What you should do ::
Copy out the data that comes next, character for character, and leave the images aside.

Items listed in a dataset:

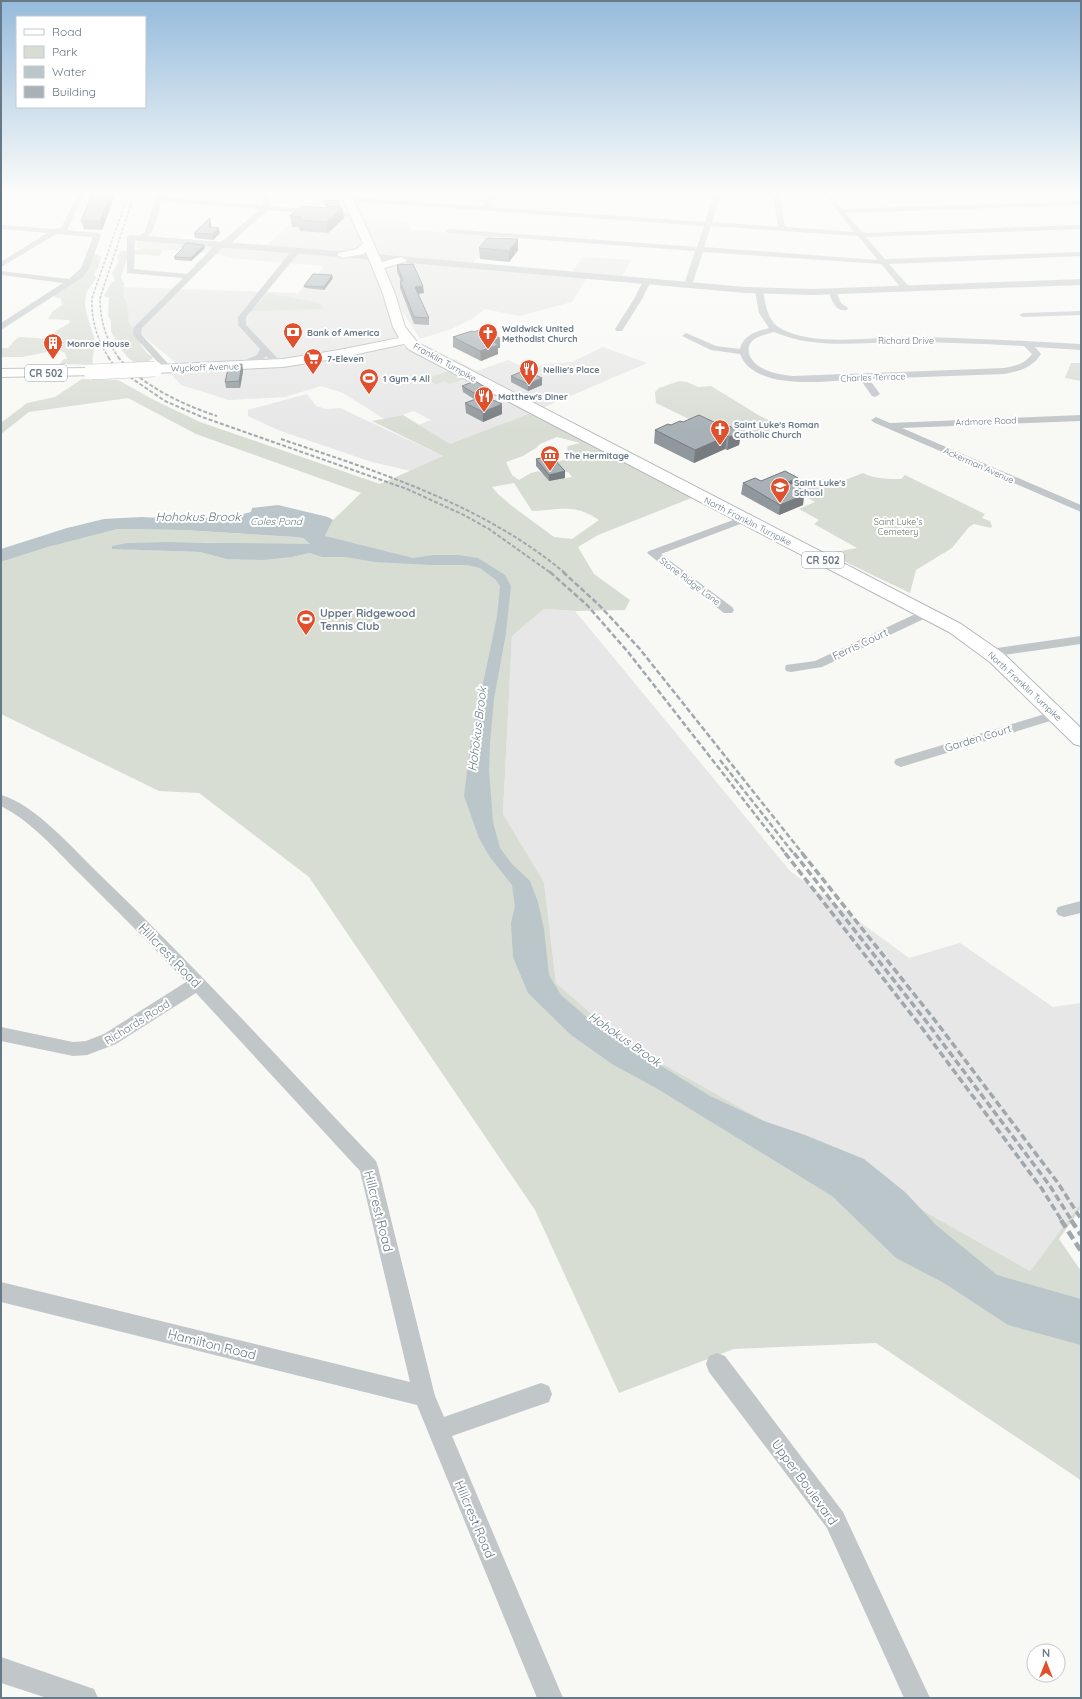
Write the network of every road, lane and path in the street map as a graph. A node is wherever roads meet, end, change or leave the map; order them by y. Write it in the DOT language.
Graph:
graph roads {
  1 [pos="83,271"];
  2 [pos="133,271"];
  3 [pos="193,271"];
  4 [pos="279,271"];
  5 [pos="380,271"];
  6 [pos="528,271"];
  7 [pos="693,271"];
  8 [pos="892,271"];
  9 [pos="1,273"];
  10 [pos="188,276"];
  11 [pos="70,281"];
  12 [pos="647,281"];
  13 [pos="1081,282"];
  14 [pos="688,285"];
  15 [pos="906,288"];
  16 [pos="759,291"];
  17 [pos="832,291"];
  18 [pos="844,308"];
  19 [pos="1081,313"];
  20 [pos="1023,315"];
  21 [pos="3,324"];
  22 [pos="619,329"];
  23 [pos="776,329"];
  24 [pos="686,336"];
  25 [pos="406,340"];
  26 [pos="1027,344"];
  27 [pos="1081,346"];
  28 [pos="264,350"];
  29 [pos="744,352"];
  30 [pos="278,363"];
  31 [pos="241,365"];
  32 [pos="168,368"];
  33 [pos="1,373"];
  34 [pos="864,378"];
  35 [pos="875,394"];
  36 [pos="541,414"];
  37 [pos="1081,418"];
  38 [pos="876,420"];
  39 [pos="890,425"];
  40 [pos="1081,508"];
  41 [pos="744,519"];
  42 [pos="728,610"];
  43 [pos="926,613"];
  44 [pos="1081,640"];
  45 [pos="990,653"];
  46 [pos="791,668"];
  47 [pos="1055,715"];
  48 [pos="1081,739"];
  49 [pos="901,762"];
  50 [pos="1,800"];
  51 [pos="1081,906"];
  52 [pos="1064,911"];
  53 [pos="198,983"];
  54 [pos="1,1034"];
  55 [pos="1,1292"];
  56 [pos="717,1364"];
  57 [pos="541,1394"];
  58 [pos="424,1396"];
  59 [pos="438,1430"];
  60 [pos="1,1670"];
  61 [pos="85,1698"];
  62 [pos="550,1698"];
  63 [pos="917,1698"];
  1 -- 11 [label="street"];
  2 -- 10 [label="street"];
  3 -- 10 [label="street"];
  4 -- 28 [label="street"];
  5 -- 25 [label="main road, Franklin Turnpike"];
  6 -- 12 [label="street"];
  7 -- 14 [label="street"];
  8 -- 15 [label="street"];
  9 -- 11 [label="street"];
  10 -- 32 [label="street"];
  11 -- 21 [label="street"];
  12 -- 14 [label="street"];
  12 -- 22 [label="street"];
  13 -- 15 [label="street"];
  14 -- 16 [label="street"];
  15 -- 17 [label="street"];
  16 -- 17 [label="street"];
  16 -- 23 [label="street, Richard Drive"];
  17 -- 18 [label="street"];
  19 -- 20 [label="street"];
  23 -- 26 [label="street, Richard Drive"];
  23 -- 29 [label="street"];
  24 -- 29 [label="street"];
  25 -- 30 [label="main road, Wyckoff Avenue / CR 502"];
  25 -- 36 [label="main road, Franklin Turnpike / CR 502"];
  26 -- 27 [label="street, Richard Drive"];
  26 -- 34 [label="street, Charles Terrace"];
  28 -- 30 [label="street"];
  28 -- 31 [label="street"];
  29 -- 34 [label="street, Charles Terrace"];
  30 -- 31 [label="main road, Wyckoff Avenue / CR 502"];
  31 -- 32 [label="main road, Wyckoff Avenue / CR 502"];
  32 -- 33 [label="main road, Wyckoff Avenue / CR 502, bridge"];
  34 -- 35 [label="street"];
  36 -- 41 [label="main road, North Franklin Turnpike / CR 502"];
  37 -- 39 [label="street, Ardmore Road"];
  38 -- 39 [label="street, Ackerman Avenue"];
  39 -- 40 [label="street, Ackerman Avenue"];
  41 -- 42 [label="street, Stone Ridge Lane"];
  41 -- 43 [label="main road, North Franklin Turnpike / CR 502"];
  43 -- 45 [label="main road, North Franklin Turnpike / CR 502"];
  43 -- 46 [label="street, Ferris Court"];
  44 -- 45 [label="street"];
  45 -- 47 [label="main road, North Franklin Turnpike / CR 502"];
  47 -- 48 [label="main road, North Franklin Turnpike / CR 502"];
  47 -- 49 [label="street, Garden Court"];
  50 -- 53 [label="street, Hillcrest Road"];
  51 -- 52 [label="street"];
  53 -- 54 [label="street, Richards Road"];
  53 -- 58 [label="street, Hillcrest Road"];
  55 -- 58 [label="street, Hamilton Road"];
  56 -- 63 [label="street, Upper Boulevard"];
  57 -- 59 [label="street"];
  58 -- 59 [label="street, Hillcrest Road"];
  59 -- 62 [label="street, Hillcrest Road"];
  60 -- 61 [label="street"];
}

Expected answer ::
Write the network of every road, lane and path in the street map as a graph. A node is wherever roads meet, end, change or leave the map; order them by y. Write it in the DOT language.
Graph:
graph roads {
  1 [pos="83,271"];
  2 [pos="133,271"];
  3 [pos="193,271"];
  4 [pos="279,271"];
  5 [pos="380,271"];
  6 [pos="528,271"];
  7 [pos="693,271"];
  8 [pos="892,271"];
  9 [pos="1,273"];
  10 [pos="188,276"];
  11 [pos="70,281"];
  12 [pos="647,281"];
  13 [pos="1081,282"];
  14 [pos="688,285"];
  15 [pos="906,288"];
  16 [pos="759,291"];
  17 [pos="832,291"];
  18 [pos="844,308"];
  19 [pos="1081,313"];
  20 [pos="1023,315"];
  21 [pos="3,324"];
  22 [pos="619,329"];
  23 [pos="776,329"];
  24 [pos="686,336"];
  25 [pos="406,340"];
  26 [pos="1027,344"];
  27 [pos="1081,346"];
  28 [pos="264,350"];
  29 [pos="744,352"];
  30 [pos="278,363"];
  31 [pos="241,365"];
  32 [pos="168,368"];
  33 [pos="1,373"];
  34 [pos="864,378"];
  35 [pos="875,394"];
  36 [pos="541,414"];
  37 [pos="1081,418"];
  38 [pos="876,420"];
  39 [pos="890,425"];
  40 [pos="1081,508"];
  41 [pos="744,519"];
  42 [pos="728,610"];
  43 [pos="926,613"];
  44 [pos="1081,640"];
  45 [pos="990,653"];
  46 [pos="791,668"];
  47 [pos="1055,715"];
  48 [pos="1081,739"];
  49 [pos="901,762"];
  50 [pos="1,800"];
  51 [pos="1081,906"];
  52 [pos="1064,911"];
  53 [pos="198,983"];
  54 [pos="1,1034"];
  55 [pos="1,1292"];
  56 [pos="717,1364"];
  57 [pos="541,1394"];
  58 [pos="424,1396"];
  59 [pos="438,1430"];
  60 [pos="1,1670"];
  61 [pos="85,1698"];
  62 [pos="550,1698"];
  63 [pos="917,1698"];
  1 -- 11 [label="street"];
  2 -- 10 [label="street"];
  3 -- 10 [label="street"];
  4 -- 28 [label="street"];
  5 -- 25 [label="main road, Franklin Turnpike"];
  6 -- 12 [label="street"];
  7 -- 14 [label="street"];
  8 -- 15 [label="street"];
  9 -- 11 [label="street"];
  10 -- 32 [label="street"];
  11 -- 21 [label="street"];
  12 -- 14 [label="street"];
  12 -- 22 [label="street"];
  13 -- 15 [label="street"];
  14 -- 16 [label="street"];
  15 -- 17 [label="street"];
  16 -- 17 [label="street"];
  16 -- 23 [label="street, Richard Drive"];
  17 -- 18 [label="street"];
  19 -- 20 [label="street"];
  23 -- 26 [label="street, Richard Drive"];
  23 -- 29 [label="street"];
  24 -- 29 [label="street"];
  25 -- 30 [label="main road, Wyckoff Avenue / CR 502"];
  25 -- 36 [label="main road, Franklin Turnpike / CR 502"];
  26 -- 27 [label="street, Richard Drive"];
  26 -- 34 [label="street, Charles Terrace"];
  28 -- 30 [label="street"];
  28 -- 31 [label="street"];
  29 -- 34 [label="street, Charles Terrace"];
  30 -- 31 [label="main road, Wyckoff Avenue / CR 502"];
  31 -- 32 [label="main road, Wyckoff Avenue / CR 502"];
  32 -- 33 [label="main road, Wyckoff Avenue / CR 502, bridge"];
  34 -- 35 [label="street"];
  36 -- 41 [label="main road, North Franklin Turnpike / CR 502"];
  37 -- 39 [label="street, Ardmore Road"];
  38 -- 39 [label="street, Ackerman Avenue"];
  39 -- 40 [label="street, Ackerman Avenue"];
  41 -- 42 [label="street, Stone Ridge Lane"];
  41 -- 43 [label="main road, North Franklin Turnpike / CR 502"];
  43 -- 45 [label="main road, North Franklin Turnpike / CR 502"];
  43 -- 46 [label="street, Ferris Court"];
  44 -- 45 [label="street"];
  45 -- 47 [label="main road, North Franklin Turnpike / CR 502"];
  47 -- 48 [label="main road, North Franklin Turnpike / CR 502"];
  47 -- 49 [label="street, Garden Court"];
  50 -- 53 [label="street, Hillcrest Road"];
  51 -- 52 [label="street"];
  53 -- 54 [label="street, Richards Road"];
  53 -- 58 [label="street, Hillcrest Road"];
  55 -- 58 [label="street, Hamilton Road"];
  56 -- 63 [label="street, Upper Boulevard"];
  57 -- 59 [label="street"];
  58 -- 59 [label="street, Hillcrest Road"];
  59 -- 62 [label="street, Hillcrest Road"];
  60 -- 61 [label="street"];
}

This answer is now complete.